BÜLENT SAYLAM

“28 ŞUBAT POST MODERN DARBESİNİN ÜZERİNDEN 22 YIL GEÇTİ”

Açıklamasına, “Son 70 yılda ülkemizde birçok darbe ve muhtıralar yaşandı” diyerek, başlayan Şahin, şunları söyledi: “27 Mayıs 1960 darbesi, 12 Mart 1970 Muhtırası, 12 Eylül 1980 darbesi ve 28 Şubat 1997 Post modern darbesi bunlara örnek gösterilebilir. Özellikle son ikisi ‘Milli Görüş’ hareketinin önünün kesilmesi için yapılmıştır. Türkiye, ne zaman ‘şer ittifakından (ABD-İngiltere-İsrail/Siyonizm) bağımsız politikalar izlemeye, ekonomisini güçlendirmeye, sanayileşmeye ve İslam Birliği’nin kurulmasını gündeme getirmişse Türkiye’de darbe yapılmıştır. 28 Şubat post modern darbesinin üzerinden 22 yıl geçti. Siyasi tarihimize kara bir leke olan 28 Şubat post modern darbesi, post modern sömürgeciliğin küresel düzeyde planladığı ‘Yeni Küresel Düzenin’ Türkiye’de tezgâhlanan ayağı olduğu izlenimini vermektedir. Bu olayı soğukkanlılıkla ve doğru şekilde tahlil edemezsek üzerinde yaşadığımız topraklara yönelik ırkçı, tekelci ve maceracı post modern sömürgecilik politikalarını anlayamayız. Irkçı-tekelci mihrakların hile ve yalanlarına kanan ve onlarla işbirliği yapan bir avuç insanın makam ve mevki sevdasıyla bir asır önce bir cihan devleti olan Osmanlı’yı nasıl yıktıklarını görmediysek de tarihin sayfalarında okuyoruz. Emperyalist mihrakların ülkemize yönelik son yıllarda izledikleri politikaların 2. Sevr’i hortlatmaya yönelik olduğu açıkça görülmektedir.”

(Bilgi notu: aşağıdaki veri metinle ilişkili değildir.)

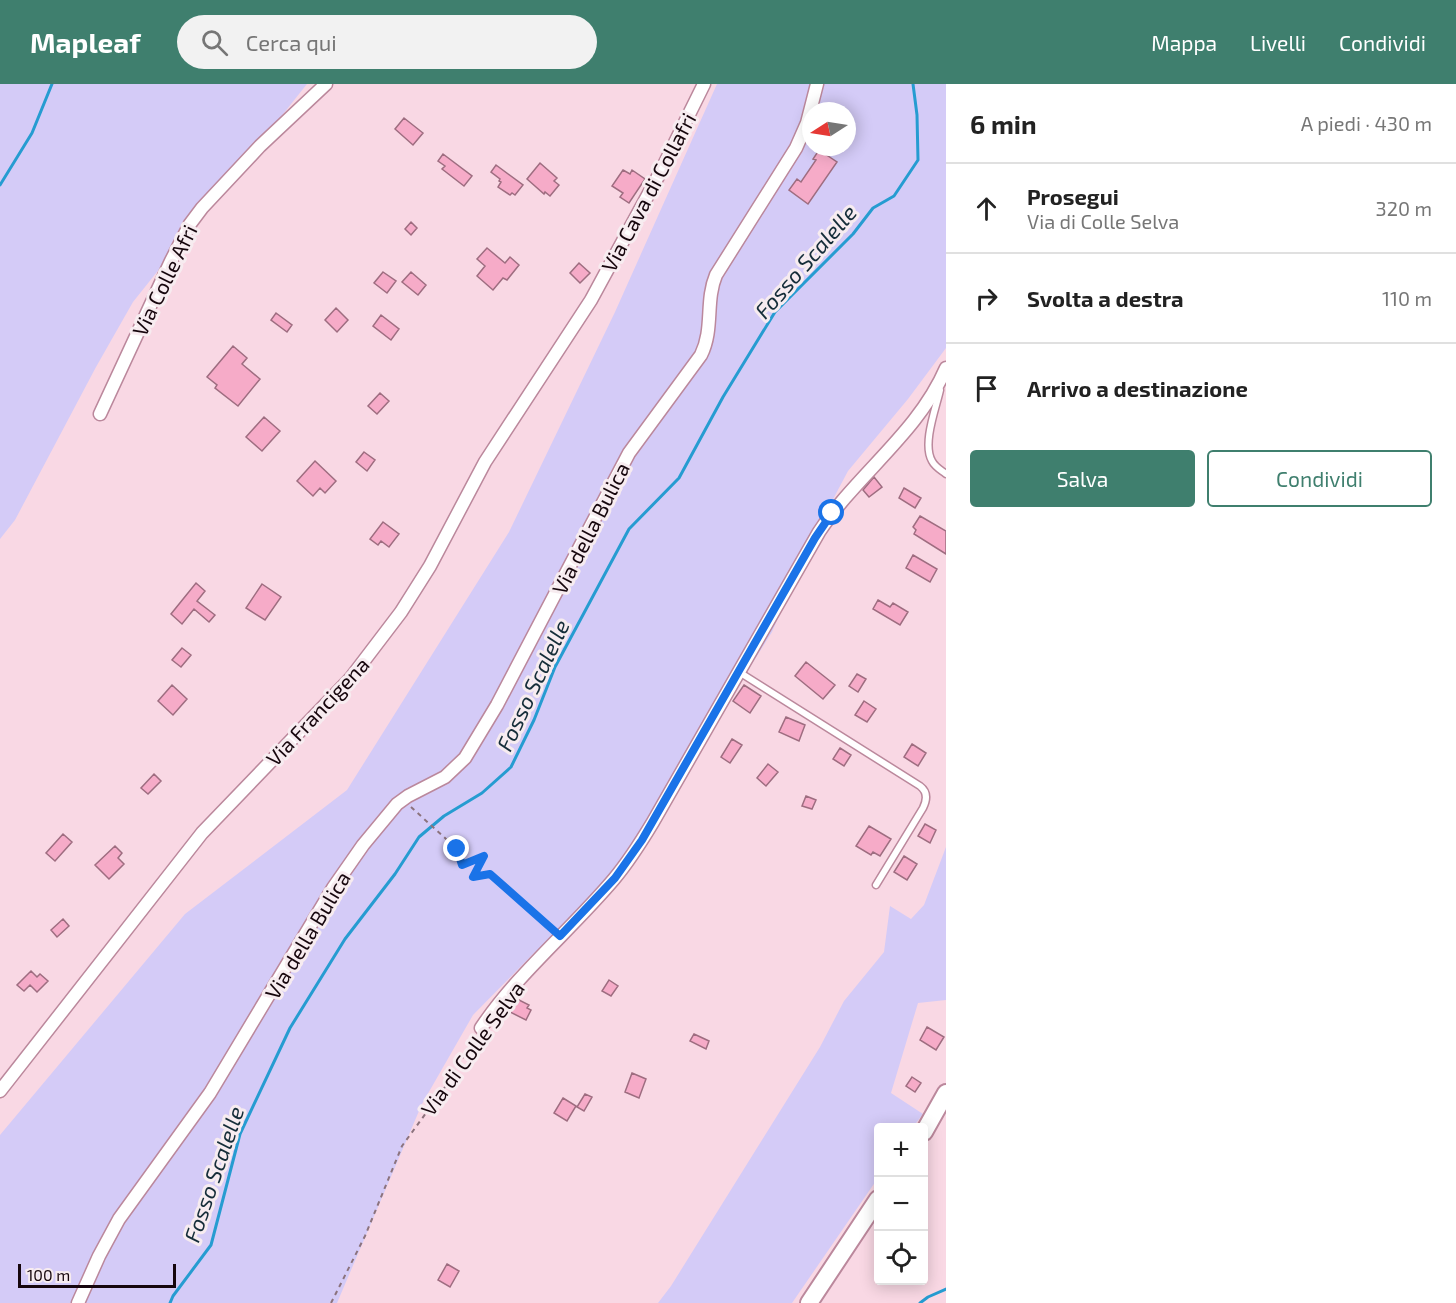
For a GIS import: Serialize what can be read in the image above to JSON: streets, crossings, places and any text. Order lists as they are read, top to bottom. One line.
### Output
{"streets":{"street":["Via Cava di Collafri","Via Colle Afri","Via della Bulica","Via Francigena","Via di Colle Selva"]},"crossings":[["Via Cava di Collafri","Via Francigena"]],"water":["Fosso Scalelle"],"scale_bar":"100 m","north":"left","page":{"header":"Mapleaf","search":"Cerca qui","nav":["Mappa","Livelli","Condividi"],"heading":["6 min","A piedi · 430 m"],"list":[["Prosegui","Via di Colle Selva","320 m"],["Svolta a destra","110 m"],"Arrivo a destinazione"],"buttons":["Salva","Condividi"],"map_buttons":["+","−"],"scale":"100 m"}}
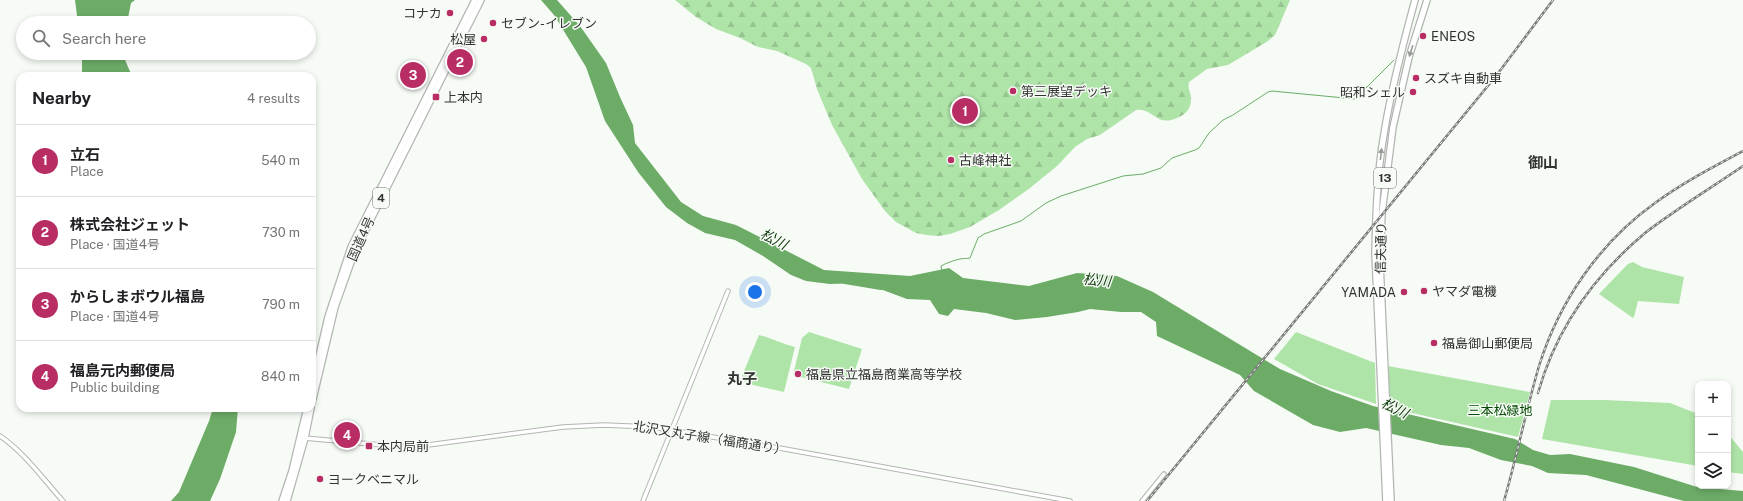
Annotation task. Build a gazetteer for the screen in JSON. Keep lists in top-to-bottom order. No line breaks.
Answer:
{"streets":{"highway":["13","4","国道4号","信夫通り"],"street":["北沢又丸子線（福商通り）"]},"districts":["御山","丸子"],"water":["松川"],"parks":["三本松緑地"],"places":{"other":["コナカ","セブン-イレブン","ENEOS","松屋","スズキ自動車","第三展望デッキ","昭和シェル","古峰神社","ヤマダ電機","YAMADA","福島御山郵便局","福島県立福島商業高等学校","ヨークベニマル"],"transit":["上本内","本内局前"]},"page":{"search":"Search here","pins":["2","3","1","4"],"heading":["Nearby","4 results"],"list":[{"mark":"1","name":"立石","note":"Place","value":"540 m"},{"mark":"2","name":"株式会社ジェット","note":"Place · 国道4号","value":"730 m"},{"mark":"3","name":"からしまボウル福島","note":"Place · 国道4号","value":"790 m"},{"mark":"4","name":"福島元内郵便局","note":"Public building","value":"840 m"}],"map_buttons":["+","−"]}}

“ONBİNLERCE KİŞİ MAĞDUR EDİLDİ”

Gültekin Şahin sözlerine şöyle devam etti: “28 Şubat darbesinin borazanlığını yapan bazı medya patronları ve diğer kuruluşlar yaptıkları hatanın faturasını iflas ederek ödemişlerdir. Fakat bir kısmı hala milletin imkânlarından haksız yere faydalanarak ırkçı-tekelci emperyalist mihrakların taşeronluğunu yapmaya devam etmektedir. ‘Bin yıl süreceği’ iddia edilen bir süreçti 28 Şubat. Onbinlerce mağduru ve ekonomiye verdiği yüz milyarlarca liralık zarar hiç unutulmadı ve unutulmayacak. 28 Şubat süreci, 28 Şubat 1997’de yapılan Milli Güvenlik Kurulu toplantısı sonucu açıklanan kararlarla başlayan ve irticaya karşı olduğu iddia edilen, ordu ve bürokrasi merkezli süreç. Türkiye siyasi tarihine geçen kararlar ve kimilerince bir dönüm noktası olan bu kararların uygulanması sırasında Türkiye’de siyasi, idari, hukuki ve toplumsal alanlarda yaşanan değişimlere neden olan bir süreçtir. Her şey, Milli Görüş’ün o zamanki temsilcisi Refah Partisi’nin sandıktan birinci parti çıkmasıyla başladı. Türkiye Aralık 1995’te yapılan genel seçimlerde bir ilki yaşamıştı. Milli Görüş’ün Lideri Necmettin Erbakan sandıktan birinci parti olarak, zaferle çıkmış, yüzde 21 küsur oyla meclisteki 550 sandalyenin 158’ini kazanmış ve DYP ile ‘Refahyol’ koalisyon hükümetini kurmuştu. Refahyol hükümeti iş başına geleli 7-8 ay olmuştu ki, bir anda ‘Şeriat ve Laiklik’ gündeme getirildi. Müslüm Gündüz ve Fadime Şahin olayları, rektörlerden deklarasyon, basında irtica manşetleri Kudüs Gecesi, demokrasiye balans ayarı, siyasilerin kaos demeçleri, Ankara’da kadın yürüyüşü, tarihi MGK toplantısı ve zamanın Yargıtay Başsavcısı Vural Savaş’ın Refah Partisi için kapatılma davası açması. Peş peşe bir sürü tiyatro! Sonuçta, 18 Haziran 1997 tarihinde Necmettin Erbakan başbakanlıktan istifa etti. İstifasının nedeninin başbakanlığı ortağı Tansu Çiller’e devretmek olduğunu belirtti. Ancak, zamanın Cumhurbaşkanı Demirel, görevi hakkı olmasına rağmen Tansu Çiller’e vermeyip ANAP Genel Başkanı Mesut Yılmaz’a verdi. Ve müteakiben de ANASOL-D hükümeti kuruldu. Bu darbenin nihai hedefi aslında Türkiye’yi bin yıllık medeniyet değerlerinden tamamen koparmaktı. Dönemin Genel Kurmay Başkanı Karadayı, ‘28 Şubat bin yıl sürecek’ derken başka neyi kastediyordu ki! Şimdi, 28 Şubat tiyatrosunda rol alan ve ülkenin en az 20 yıl gerilemesine zemin hazırlayan oyuncular nerede? Şunu unutmasınlar ki, herkesin kendine göre bir hesabı var. Ama Allah’ın da hesabı var! Şaşmayan hesap Allah’ınkidir.”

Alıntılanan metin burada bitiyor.